For each dataset, the folder is structured as follows: ├── DATASET | ├── DATASET.xyz │   ├── ml │   │   ├── ridge │   │   │   ├── seed_250 │   │   │   ├── seed_42 │   │   │   └── seed_87 │   │   ├── target_def2-tzvp │   │   │   ├── eig │   │   │   ├── eig_dip │   │   │   ├── eig_dip_pol │   │   │   ├── eig_dip_pol_mbo │   │   │   └── property_model │   │   └── target_sto-3g │   │   ├── eig │   │   ├── eig_dip │   │   ├── eig_dip_pol │   │   ├── eig_dip_pol_mbo │   │   └── property_model │   └── reference │   ├── def2-tzvp │   │   ├── orbitals.hickle │   │   ├── dip.hickle │   │   ├── eva.hickle │   │   ├── fock.hickle │   │   ├── gap.hickle │   │   ├── mbo.hickle │   │   ├── overlap.hickle │   │   └── pol.hickle │   └── sto-3g │   ├── orbitals.hickle │   ├── dip.hickle │   ├── eva.hickle │   ├── fock.hickle │   ├── gap.hickle │   ├── mbo.hickle │   ├── overlap.hickle │   └── pol.hickle

Each folder includes molecular geometries in DATASET.xyz, machine learning outputs under the ml directory, and reference QM calculations in the reference folder. The ml directory contains a ridge subfolder with ridge regression models trained to target the Hamiltonian matrices in the STO-3G basis using different random seeds and each of these seed folders consist of the best saved model and the predicted properties along with the test indices.

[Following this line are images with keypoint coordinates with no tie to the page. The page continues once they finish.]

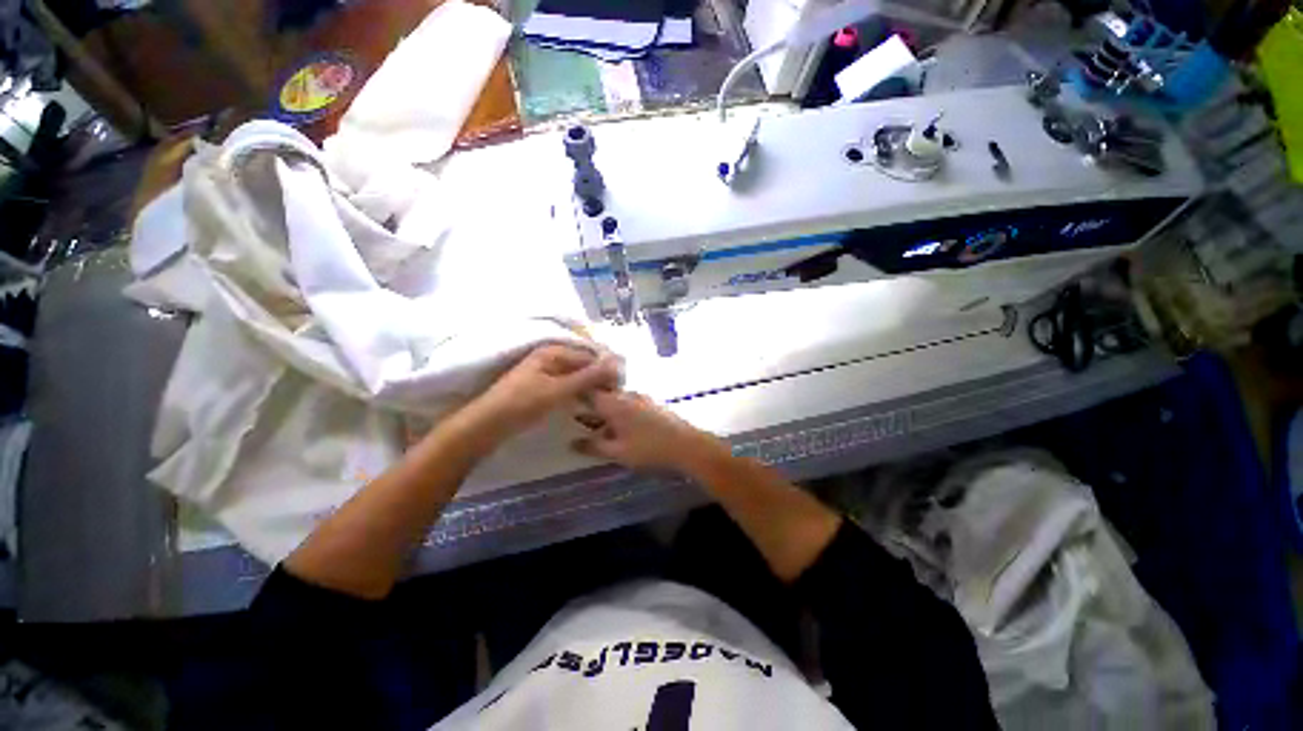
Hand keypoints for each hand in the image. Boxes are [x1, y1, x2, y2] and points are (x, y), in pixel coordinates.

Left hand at [464, 344, 619, 439]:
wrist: (488, 424)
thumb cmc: (524, 404)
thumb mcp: (560, 390)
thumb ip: (589, 376)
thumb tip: (617, 363)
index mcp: (554, 351)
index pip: (589, 356)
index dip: (606, 369)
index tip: (620, 387)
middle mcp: (550, 357)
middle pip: (583, 364)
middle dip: (599, 378)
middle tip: (614, 396)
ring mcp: (544, 372)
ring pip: (576, 376)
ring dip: (590, 386)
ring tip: (604, 401)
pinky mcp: (541, 386)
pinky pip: (567, 385)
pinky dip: (578, 392)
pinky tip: (586, 403)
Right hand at [573, 391, 726, 472]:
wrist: (687, 445)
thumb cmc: (649, 448)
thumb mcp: (618, 452)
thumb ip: (594, 447)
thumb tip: (572, 443)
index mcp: (614, 403)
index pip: (588, 390)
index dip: (574, 393)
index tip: (563, 399)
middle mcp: (626, 395)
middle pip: (601, 394)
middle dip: (588, 403)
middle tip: (575, 416)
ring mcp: (640, 398)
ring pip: (615, 399)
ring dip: (603, 409)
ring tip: (594, 425)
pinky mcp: (651, 404)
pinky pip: (627, 403)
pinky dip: (618, 412)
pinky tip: (617, 427)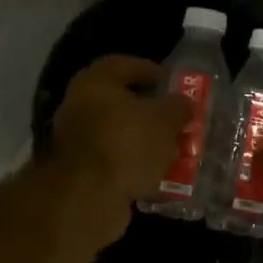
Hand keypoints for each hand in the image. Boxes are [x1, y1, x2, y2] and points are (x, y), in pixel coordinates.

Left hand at [47, 55, 192, 246]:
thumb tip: (184, 103)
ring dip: (146, 144)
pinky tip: (160, 179)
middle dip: (151, 113)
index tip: (172, 82)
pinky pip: (116, 165)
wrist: (88, 197)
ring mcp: (77, 143)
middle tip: (177, 121)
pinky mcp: (82, 174)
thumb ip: (178, 107)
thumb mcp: (165, 120)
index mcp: (95, 83)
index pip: (124, 65)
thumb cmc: (127, 143)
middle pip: (121, 104)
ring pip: (119, 137)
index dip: (150, 70)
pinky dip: (136, 170)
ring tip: (174, 151)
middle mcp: (80, 107)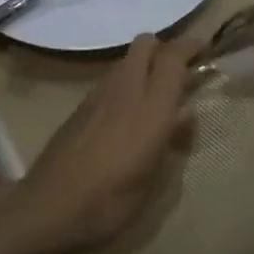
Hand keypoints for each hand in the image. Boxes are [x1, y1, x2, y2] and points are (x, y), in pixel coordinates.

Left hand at [18, 33, 200, 253]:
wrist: (47, 210)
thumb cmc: (111, 202)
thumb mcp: (154, 180)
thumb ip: (174, 140)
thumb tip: (186, 115)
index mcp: (151, 106)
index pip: (173, 56)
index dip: (191, 45)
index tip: (205, 48)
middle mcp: (126, 89)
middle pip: (146, 44)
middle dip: (164, 49)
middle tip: (179, 73)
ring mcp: (98, 95)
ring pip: (127, 61)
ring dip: (144, 67)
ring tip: (155, 96)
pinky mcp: (80, 107)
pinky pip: (111, 81)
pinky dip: (125, 85)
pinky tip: (126, 115)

It also includes two subdirectories, target_def2-tzvp and target_sto-3g, which correspond to indirect ml models that target derived properties from a Hamiltonian in two different bases namely the def2-TZVP and STO-3G. Each of these contains subfolders representing models that target different properties: eig (eigenvalues), eig_dip (eigenvalues + dipole moments), eig_dip_pol (adding polarizability), and eig_dip_pol_mbo (further adding Mayer bond orders), along with a property_model directory that consists of predictions from models that are trained to directly predict dipole moment and polarizability. Each of these subfolders then have the same content as the ridge folder. The reference directory includes the QM data computed with the def2-tzvp and sto-3g basis sets, with files like eva.hickle (eigenvalues), dip.hickle (dipole moments), pol.hickle (polarizabilities), fock.hickle (Fock matrices), gap.hickle (HOMO-LUMO gaps), mbo.hickle (Mayer bond orders), and overlap.hickle (overlap matrices), as well as the corresponding basis.yaml for each basis set. All model data and reference data is stored in as hickle files (.hickle).

The data folder also contains data for the periodic example in the graphene folder, which has the reference data in the SZV and DZVP basis as well as the ml output for the test structure.

The trained models are saved in the trained_models folder and it has similar structure to the data folder.

Data generation and Training scripts

The QM calculations to obtain the Fock, overlap matrices and other relevant derived properties at B3LYP/def2-TZVP and B3LYP/STO-3G level of theory have been run with PySCF. The script to run those calculations can be found in the scripts folder as pyscf_ref_calc.py.

We also present the python script needed for the training and evaluation of the model in scripts folder as model_train.py along with the virtual environment yaml file to install all the necessary pacakges to run the model. This script shows an example for training the eig_dip_pol model, but the loss functions can be easily modified to include or exclude more properties as well. We also have a cookbook example that we encourage the interested users to try out at https://atomistic-cookbook.org/examples/hamiltonian-qm7/hamiltonian-qm7.html

Jupyter notebooks - Figures and Tables

There are jupyter notebooks that reproduce the most relevant figures and tables in the paper. These notebooks are contained in the paper_figures_tables folder and are prefixed by the figure numbers. They use the saved dataset reported above and reproduce the figures.